▸ INFORMATION:

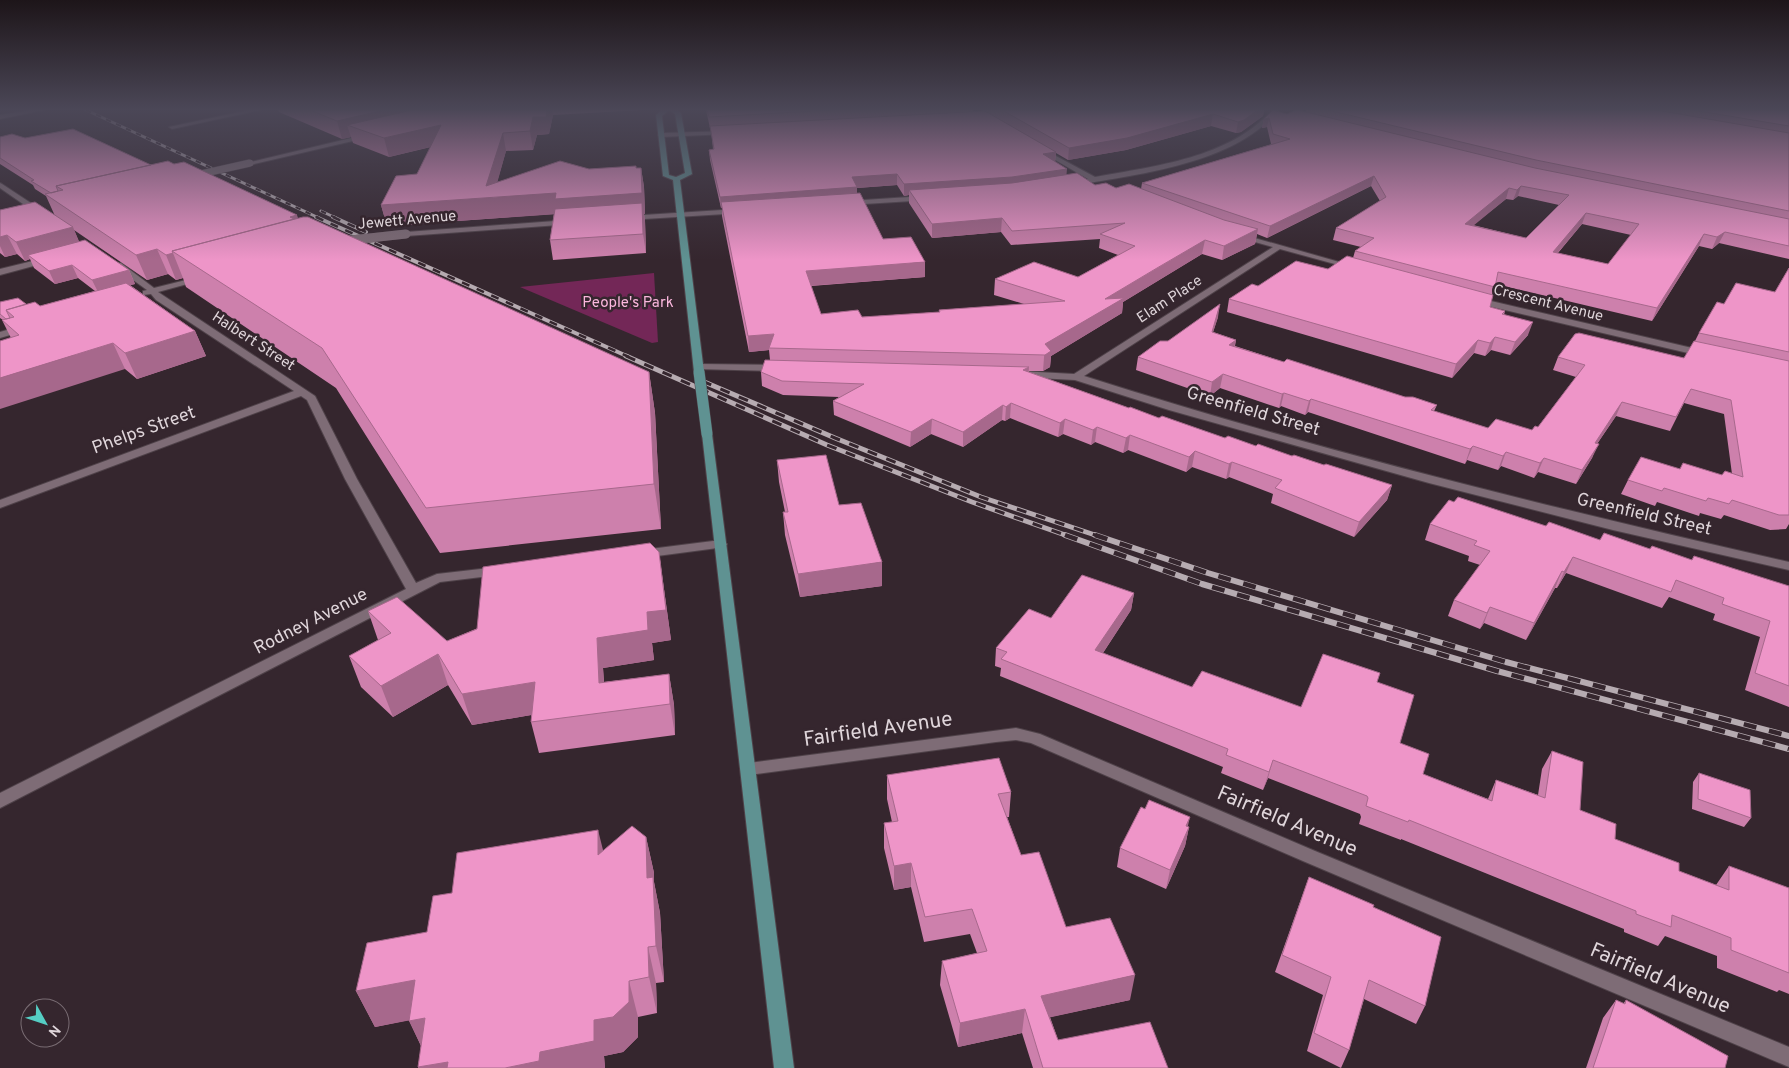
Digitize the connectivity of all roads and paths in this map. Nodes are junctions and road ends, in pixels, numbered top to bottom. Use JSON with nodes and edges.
{"nodes":[{"id":1,"x":264,"y":160,"type":"edge"},
{"id":2,"x":664,"y":160,"type":"edge"},
{"id":3,"x":687,"y":160,"type":"edge"},
{"id":4,"x":1059,"y":160,"type":"edge"},
{"id":5,"x":1179,"y":160,"type":"edge"},
{"id":6,"x":180,"y":179,"type":"edge"},
{"id":7,"x":676,"y":179,"type":"junction"},
{"id":8,"x":1094,"y":180,"type":"junction"},
{"id":9,"x":0,"y":185,"type":"edge"},
{"id":10,"x":1105,"y":185,"type":"edge"},
{"id":11,"x":1060,"y":186,"type":"edge"},
{"id":12,"x":934,"y":197,"type":"edge"},
{"id":13,"x":841,"y":204,"type":"edge"},
{"id":14,"x":44,"y":210,"type":"junction"},
{"id":15,"x":751,"y":210,"type":"edge"},
{"id":16,"x":27,"y":214,"type":"edge"},
{"id":17,"x":680,"y":215,"type":"junction"},
{"id":18,"x":620,"y":219,"type":"edge"},
{"id":19,"x":52,"y":220,"type":"edge"},
{"id":20,"x":582,"y":221,"type":"edge"},
{"id":21,"x":1231,"y":232,"type":"edge"},
{"id":22,"x":334,"y":242,"type":"edge"},
{"id":23,"x":1279,"y":246,"type":"junction"},
{"id":24,"x":62,"y":256,"type":"edge"},
{"id":25,"x":109,"y":259,"type":"edge"},
{"id":26,"x":1364,"y":270,"type":"edge"},
{"id":27,"x":0,"y":272,"type":"edge"},
{"id":28,"x":206,"y":276,"type":"edge"},
{"id":29,"x":153,"y":291,"type":"junction"},
{"id":30,"x":137,"y":296,"type":"edge"},
{"id":31,"x":1465,"y":298,"type":"edge"},
{"id":32,"x":37,"y":324,"type":"edge"},
{"id":33,"x":0,"y":335,"type":"edge"},
{"id":34,"x":1716,"y":357,"type":"edge"},
{"id":35,"x":786,"y":368,"type":"edge"},
{"id":36,"x":699,"y":370,"type":"junction"},
{"id":37,"x":1006,"y":374,"type":"edge"},
{"id":38,"x":1076,"y":377,"type":"junction"},
{"id":39,"x":301,"y":392,"type":"junction"},
{"id":40,"x":0,"y":504,"type":"edge"},
{"id":41,"x":721,"y":544,"type":"junction"},
{"id":42,"x":629,"y":555,"type":"edge"},
{"id":43,"x":1789,"y":566,"type":"edge"},
{"id":44,"x":514,"y":569,"type":"edge"},
{"id":45,"x":413,"y":590,"type":"junction"},
{"id":46,"x":749,"y":769,"type":"junction"},
{"id":47,"x":0,"y":801,"type":"edge"},
{"id":48,"x":1789,"y":1057,"type":"edge"},
{"id":49,"x":784,"y":1068,"type":"edge"}],
"edges":[{"from":1,"to":6,"type":"street","bridge":true},
{"from":2,"to":7,"type":"main road"},
{"from":3,"to":7,"type":"main road"},
{"from":4,"to":8,"type":"street"},
{"from":5,"to":8,"type":"street"},
{"from":7,"to":17,"type":"main road"},
{"from":8,"to":10,"type":"street"},
{"from":8,"to":11,"type":"street"},
{"from":9,"to":14,"type":"street"},
{"from":12,"to":13,"type":"street"},
{"from":14,"to":16,"type":"street"},
{"from":14,"to":19,"type":"street"},
{"from":15,"to":17,"type":"street"},
{"from":17,"to":18,"type":"street"},
{"from":17,"to":36,"type":"main road"},
{"from":20,"to":22,"type":"street","name":"Jewett Avenue","bridge":true},
{"from":21,"to":23,"type":"street"},
{"from":23,"to":26,"type":"street"},
{"from":23,"to":38,"type":"street","name":"Elam Place"},
{"from":24,"to":27,"type":"street"},
{"from":25,"to":29,"type":"street","name":"Halbert Street"},
{"from":28,"to":29,"type":"street"},
{"from":29,"to":30,"type":"street"},
{"from":29,"to":39,"type":"street","name":"Halbert Street"},
{"from":31,"to":34,"type":"street","name":"Crescent Avenue"},
{"from":32,"to":33,"type":"street"},
{"from":35,"to":36,"type":"street"},
{"from":36,"to":41,"type":"main road","bridge":true},
{"from":37,"to":38,"type":"street","name":"Greenfield Street"},
{"from":38,"to":43,"type":"street","name":"Greenfield Street"},
{"from":39,"to":40,"type":"street","name":"Phelps Street"},
{"from":39,"to":45,"type":"street","name":"Halbert Street"},
{"from":41,"to":42,"type":"street"},
{"from":41,"to":46,"type":"main road"},
{"from":44,"to":45,"type":"street","name":"Rodney Avenue"},
{"from":45,"to":47,"type":"street","name":"Rodney Avenue"},
{"from":46,"to":48,"type":"street","name":"Fairfield Avenue"},
{"from":46,"to":49,"type":"main road"}]}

▸ GOAL OF THE EXERCISE: Give all the records again, exactly, without images.

▸ WORKED SOLUTION:
Digitize the connectivity of all roads and paths in this map. Nodes are junctions and road ends, in pixels, numbered top to bottom. Use JSON with nodes and edges.
{"nodes":[{"id":1,"x":264,"y":160,"type":"edge"},
{"id":2,"x":664,"y":160,"type":"edge"},
{"id":3,"x":687,"y":160,"type":"edge"},
{"id":4,"x":1059,"y":160,"type":"edge"},
{"id":5,"x":1179,"y":160,"type":"edge"},
{"id":6,"x":180,"y":179,"type":"edge"},
{"id":7,"x":676,"y":179,"type":"junction"},
{"id":8,"x":1094,"y":180,"type":"junction"},
{"id":9,"x":0,"y":185,"type":"edge"},
{"id":10,"x":1105,"y":185,"type":"edge"},
{"id":11,"x":1060,"y":186,"type":"edge"},
{"id":12,"x":934,"y":197,"type":"edge"},
{"id":13,"x":841,"y":204,"type":"edge"},
{"id":14,"x":44,"y":210,"type":"junction"},
{"id":15,"x":751,"y":210,"type":"edge"},
{"id":16,"x":27,"y":214,"type":"edge"},
{"id":17,"x":680,"y":215,"type":"junction"},
{"id":18,"x":620,"y":219,"type":"edge"},
{"id":19,"x":52,"y":220,"type":"edge"},
{"id":20,"x":582,"y":221,"type":"edge"},
{"id":21,"x":1231,"y":232,"type":"edge"},
{"id":22,"x":334,"y":242,"type":"edge"},
{"id":23,"x":1279,"y":246,"type":"junction"},
{"id":24,"x":62,"y":256,"type":"edge"},
{"id":25,"x":109,"y":259,"type":"edge"},
{"id":26,"x":1364,"y":270,"type":"edge"},
{"id":27,"x":0,"y":272,"type":"edge"},
{"id":28,"x":206,"y":276,"type":"edge"},
{"id":29,"x":153,"y":291,"type":"junction"},
{"id":30,"x":137,"y":296,"type":"edge"},
{"id":31,"x":1465,"y":298,"type":"edge"},
{"id":32,"x":37,"y":324,"type":"edge"},
{"id":33,"x":0,"y":335,"type":"edge"},
{"id":34,"x":1716,"y":357,"type":"edge"},
{"id":35,"x":786,"y":368,"type":"edge"},
{"id":36,"x":699,"y":370,"type":"junction"},
{"id":37,"x":1006,"y":374,"type":"edge"},
{"id":38,"x":1076,"y":377,"type":"junction"},
{"id":39,"x":301,"y":392,"type":"junction"},
{"id":40,"x":0,"y":504,"type":"edge"},
{"id":41,"x":721,"y":544,"type":"junction"},
{"id":42,"x":629,"y":555,"type":"edge"},
{"id":43,"x":1789,"y":566,"type":"edge"},
{"id":44,"x":514,"y":569,"type":"edge"},
{"id":45,"x":413,"y":590,"type":"junction"},
{"id":46,"x":749,"y":769,"type":"junction"},
{"id":47,"x":0,"y":801,"type":"edge"},
{"id":48,"x":1789,"y":1057,"type":"edge"},
{"id":49,"x":784,"y":1068,"type":"edge"}],
"edges":[{"from":1,"to":6,"type":"street","bridge":true},
{"from":2,"to":7,"type":"main road"},
{"from":3,"to":7,"type":"main road"},
{"from":4,"to":8,"type":"street"},
{"from":5,"to":8,"type":"street"},
{"from":7,"to":17,"type":"main road"},
{"from":8,"to":10,"type":"street"},
{"from":8,"to":11,"type":"street"},
{"from":9,"to":14,"type":"street"},
{"from":12,"to":13,"type":"street"},
{"from":14,"to":16,"type":"street"},
{"from":14,"to":19,"type":"street"},
{"from":15,"to":17,"type":"street"},
{"from":17,"to":18,"type":"street"},
{"from":17,"to":36,"type":"main road"},
{"from":20,"to":22,"type":"street","name":"Jewett Avenue","bridge":true},
{"from":21,"to":23,"type":"street"},
{"from":23,"to":26,"type":"street"},
{"from":23,"to":38,"type":"street","name":"Elam Place"},
{"from":24,"to":27,"type":"street"},
{"from":25,"to":29,"type":"street","name":"Halbert Street"},
{"from":28,"to":29,"type":"street"},
{"from":29,"to":30,"type":"street"},
{"from":29,"to":39,"type":"street","name":"Halbert Street"},
{"from":31,"to":34,"type":"street","name":"Crescent Avenue"},
{"from":32,"to":33,"type":"street"},
{"from":35,"to":36,"type":"street"},
{"from":36,"to":41,"type":"main road","bridge":true},
{"from":37,"to":38,"type":"street","name":"Greenfield Street"},
{"from":38,"to":43,"type":"street","name":"Greenfield Street"},
{"from":39,"to":40,"type":"street","name":"Phelps Street"},
{"from":39,"to":45,"type":"street","name":"Halbert Street"},
{"from":41,"to":42,"type":"street"},
{"from":41,"to":46,"type":"main road"},
{"from":44,"to":45,"type":"street","name":"Rodney Avenue"},
{"from":45,"to":47,"type":"street","name":"Rodney Avenue"},
{"from":46,"to":48,"type":"street","name":"Fairfield Avenue"},
{"from":46,"to":49,"type":"main road"}]}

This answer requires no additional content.